Here's the Elm code:

foo : Int -> Int -> Int
foo =
  let foo' = (\y z ->
                if y<= 0 then
                  z
                else
                  foo' (y-1) (z+1))
  in
      foo'

bar : Int -> Int -> Int
bar y z =
  if y <=0 then
    z
  else
    bar (y-1) (z+1)

And here's the output of the compiler:

var _billstclair$elm_sha256$Temp$foo = function () {
	var foo$ = F2(
		function (y, z) {
			foo$:
			while (true) {
				if (_elm_lang$core$Native_Utils.cmp(y, 0) < 1) {
					return z;
				} else {
					var _v0 = y - 1,
						_v1 = z + 1;
					y = _v0;
					z = _v1;
					continue foo$;
				}
			}
		});
	return foo$;
}();

var _billstclair$elm_sha256$Temp$bar = F2(
	function (y, z) {
		bar:
		while (true) {
			if (_elm_lang$core$Native_Utils.cmp(y, 0) < 1) {
				return z;
			} else {
				var _v0 = y - 1,
					_v1 = z + 1;
				y = _v0;
				z = _v1;
				continue bar;
			}
		}
	});

But it's not smart enough to handle tail-calls correctly for two mutually-recursive functions, each of which tail-calls the other. Can't say I'm surprised. It's certainly possible to do, but it would be much easier if JavaScript just provided tail call optimization. Then the generated code would work.

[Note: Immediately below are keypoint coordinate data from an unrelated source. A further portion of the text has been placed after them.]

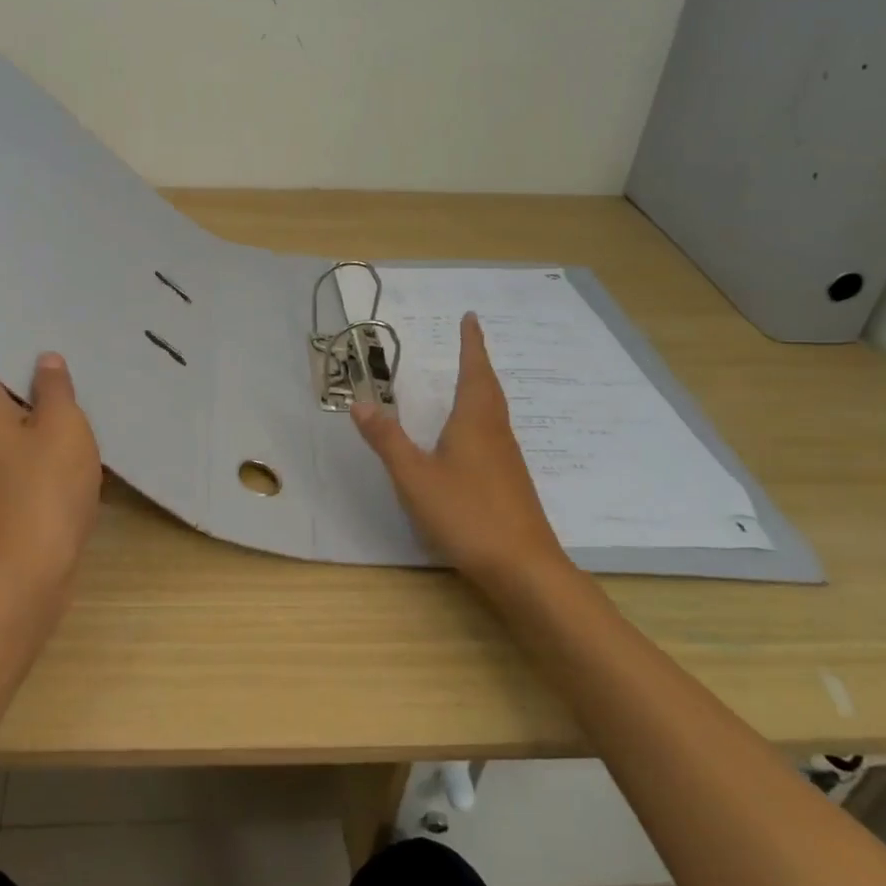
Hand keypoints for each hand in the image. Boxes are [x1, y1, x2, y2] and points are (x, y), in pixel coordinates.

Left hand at [0, 353, 101, 605]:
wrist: (30, 572)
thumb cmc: (46, 487)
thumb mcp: (63, 426)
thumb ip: (55, 388)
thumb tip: (45, 361)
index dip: (16, 347)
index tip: (49, 335)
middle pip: (1, 394)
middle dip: (36, 380)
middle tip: (75, 362)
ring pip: (16, 426)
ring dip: (46, 415)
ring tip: (85, 397)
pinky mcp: (2, 494)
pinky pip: (24, 455)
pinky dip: (48, 446)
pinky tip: (80, 443)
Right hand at [352, 313, 570, 586]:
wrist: (524, 568)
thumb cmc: (468, 514)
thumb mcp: (415, 477)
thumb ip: (387, 440)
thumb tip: (360, 403)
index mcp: (474, 422)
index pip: (473, 371)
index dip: (471, 344)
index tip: (471, 318)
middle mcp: (495, 433)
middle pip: (489, 388)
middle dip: (478, 362)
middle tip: (470, 342)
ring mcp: (507, 459)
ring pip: (494, 412)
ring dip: (482, 389)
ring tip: (469, 381)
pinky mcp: (510, 483)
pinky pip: (494, 434)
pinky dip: (482, 418)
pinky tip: (472, 438)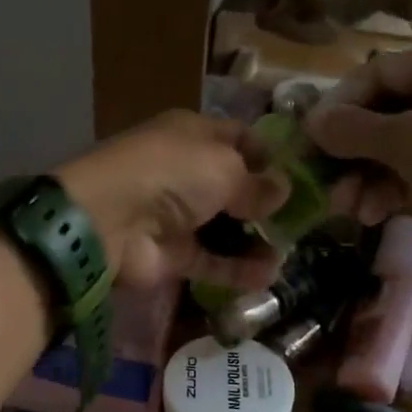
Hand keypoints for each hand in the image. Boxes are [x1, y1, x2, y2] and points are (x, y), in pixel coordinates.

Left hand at [55, 111, 286, 290]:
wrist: (110, 220)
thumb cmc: (172, 174)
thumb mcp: (226, 167)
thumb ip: (257, 183)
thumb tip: (282, 191)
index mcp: (192, 135)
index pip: (238, 138)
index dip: (268, 154)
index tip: (300, 175)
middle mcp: (184, 171)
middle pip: (232, 186)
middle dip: (265, 202)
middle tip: (301, 220)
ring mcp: (175, 214)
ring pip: (223, 227)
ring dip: (255, 240)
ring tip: (288, 252)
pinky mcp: (171, 254)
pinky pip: (211, 261)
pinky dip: (237, 270)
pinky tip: (269, 277)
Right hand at [306, 47, 411, 278]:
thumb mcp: (410, 143)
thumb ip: (355, 129)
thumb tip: (311, 122)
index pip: (375, 73)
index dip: (339, 103)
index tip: (310, 137)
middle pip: (379, 114)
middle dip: (347, 149)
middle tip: (320, 178)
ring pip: (388, 150)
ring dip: (361, 177)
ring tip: (345, 206)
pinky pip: (406, 175)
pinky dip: (384, 192)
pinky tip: (371, 215)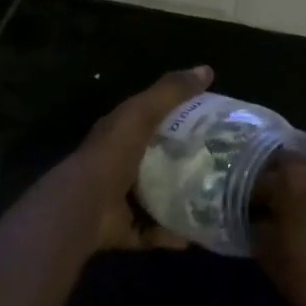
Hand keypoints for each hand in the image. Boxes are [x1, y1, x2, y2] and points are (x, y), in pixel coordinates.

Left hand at [70, 66, 213, 251]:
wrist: (85, 206)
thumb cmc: (113, 154)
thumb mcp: (142, 113)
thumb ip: (170, 92)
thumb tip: (206, 69)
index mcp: (121, 133)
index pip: (153, 120)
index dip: (180, 118)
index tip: (214, 122)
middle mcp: (120, 163)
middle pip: (157, 160)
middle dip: (185, 162)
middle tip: (220, 164)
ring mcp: (120, 198)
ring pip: (156, 197)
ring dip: (180, 200)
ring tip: (213, 201)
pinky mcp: (123, 228)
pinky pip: (152, 231)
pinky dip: (170, 234)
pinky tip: (195, 235)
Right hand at [253, 154, 305, 305]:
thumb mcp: (270, 256)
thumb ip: (256, 225)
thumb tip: (255, 214)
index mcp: (290, 178)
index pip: (255, 177)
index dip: (245, 195)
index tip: (241, 211)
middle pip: (283, 162)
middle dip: (271, 178)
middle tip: (263, 204)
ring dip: (296, 180)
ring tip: (288, 207)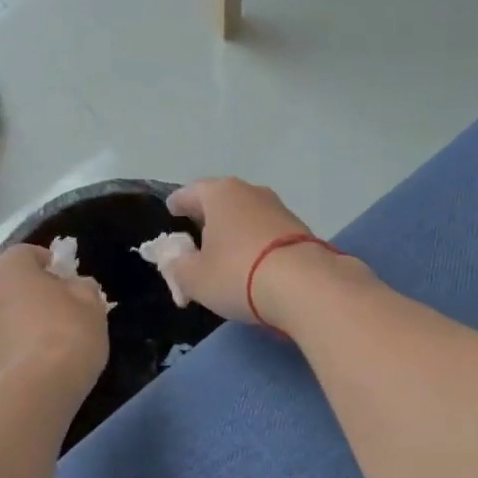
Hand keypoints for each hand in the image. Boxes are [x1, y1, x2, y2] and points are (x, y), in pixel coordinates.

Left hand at [0, 245, 109, 398]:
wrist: (35, 390)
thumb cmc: (66, 333)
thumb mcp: (91, 303)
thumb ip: (82, 286)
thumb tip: (74, 287)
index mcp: (8, 266)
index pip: (29, 253)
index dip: (52, 265)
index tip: (70, 282)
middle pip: (11, 282)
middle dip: (32, 290)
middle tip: (61, 307)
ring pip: (3, 311)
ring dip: (20, 317)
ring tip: (48, 337)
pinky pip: (0, 339)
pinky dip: (14, 343)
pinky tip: (36, 359)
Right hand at [162, 178, 349, 329]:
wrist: (305, 286)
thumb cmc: (237, 274)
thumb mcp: (194, 278)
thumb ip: (177, 266)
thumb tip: (174, 259)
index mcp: (220, 194)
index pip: (190, 193)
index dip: (178, 203)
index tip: (172, 210)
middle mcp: (251, 192)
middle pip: (221, 201)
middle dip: (208, 216)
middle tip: (196, 233)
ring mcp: (279, 209)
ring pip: (246, 215)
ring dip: (234, 230)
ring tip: (225, 251)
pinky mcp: (300, 230)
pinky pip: (266, 232)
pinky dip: (255, 243)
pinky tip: (253, 262)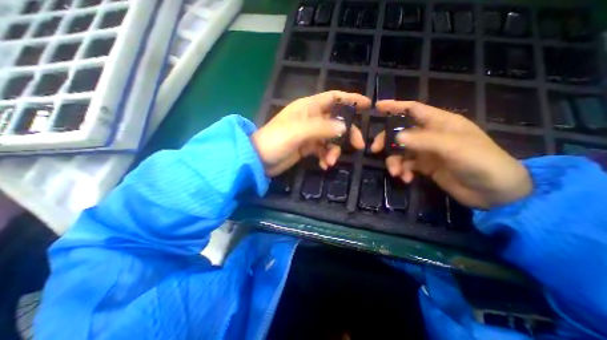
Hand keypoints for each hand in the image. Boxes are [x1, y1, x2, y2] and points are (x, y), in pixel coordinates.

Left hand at [250, 92, 369, 176]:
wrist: (259, 159)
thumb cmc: (276, 140)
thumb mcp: (298, 132)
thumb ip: (322, 128)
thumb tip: (345, 128)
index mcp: (309, 107)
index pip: (334, 98)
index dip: (351, 99)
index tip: (368, 105)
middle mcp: (311, 118)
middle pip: (337, 121)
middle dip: (348, 133)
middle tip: (358, 146)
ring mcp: (310, 134)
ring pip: (331, 138)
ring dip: (334, 150)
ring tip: (330, 162)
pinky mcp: (307, 147)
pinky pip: (323, 150)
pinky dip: (326, 157)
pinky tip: (324, 165)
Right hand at [370, 99, 531, 207]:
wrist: (496, 193)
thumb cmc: (481, 162)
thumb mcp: (454, 148)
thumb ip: (423, 141)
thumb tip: (395, 137)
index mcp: (440, 123)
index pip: (413, 109)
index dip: (395, 106)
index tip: (377, 107)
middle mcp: (431, 135)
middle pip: (400, 132)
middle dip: (387, 141)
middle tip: (375, 150)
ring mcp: (427, 151)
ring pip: (401, 151)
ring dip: (394, 161)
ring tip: (396, 173)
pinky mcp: (425, 166)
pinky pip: (406, 165)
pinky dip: (403, 171)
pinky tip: (407, 179)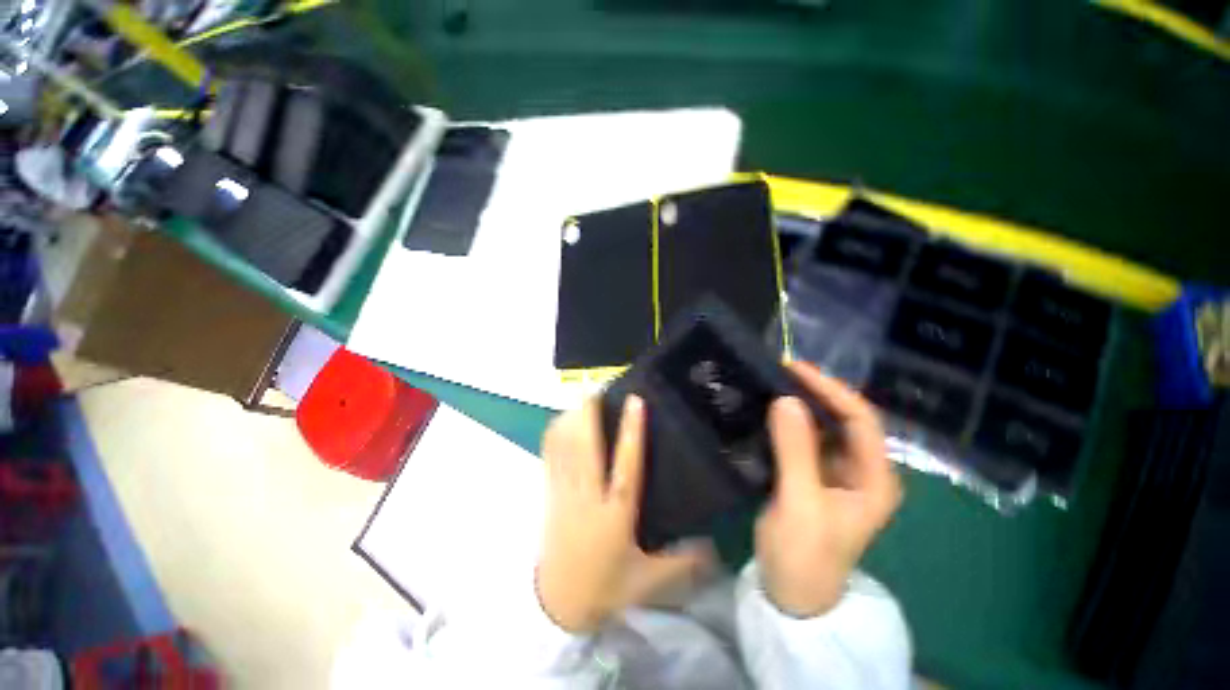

As it happens, the new ECMAScript 6 DOES provide tail-call optimization.

Here's my mutually-recursive Elm example:

foo : Int -> Int -> Int
foo y z =
  if y <=0 then
    z
  else
    bar (y-1) z

bar : Int -> Int -> Int
bar y z =
  foo y (z + 1)

And here's the generated JavaScript:

var _billstclair$elm_sha256$Temp$foo = F2(
	function (y, z) {
		return (_elm_lang$core$Native_Utils.cmp(y, 0) < 1) ?
                  z :
                  A2(_billstclair$elm_sha256$Temp$bar, y - 1, z);
	});

var _billstclair$elm_sha256$Temp$bar = F2(
	function (y, z) {
		return A2(_billstclair$elm_sha256$Temp$foo, y, z + 1);
	});

The single self-recursive program is all I need for my sha256 loops. And now I know that I have to keep the recursion inside ONE Elm function, until ECMAScript replaces JavaScript inside major browsers.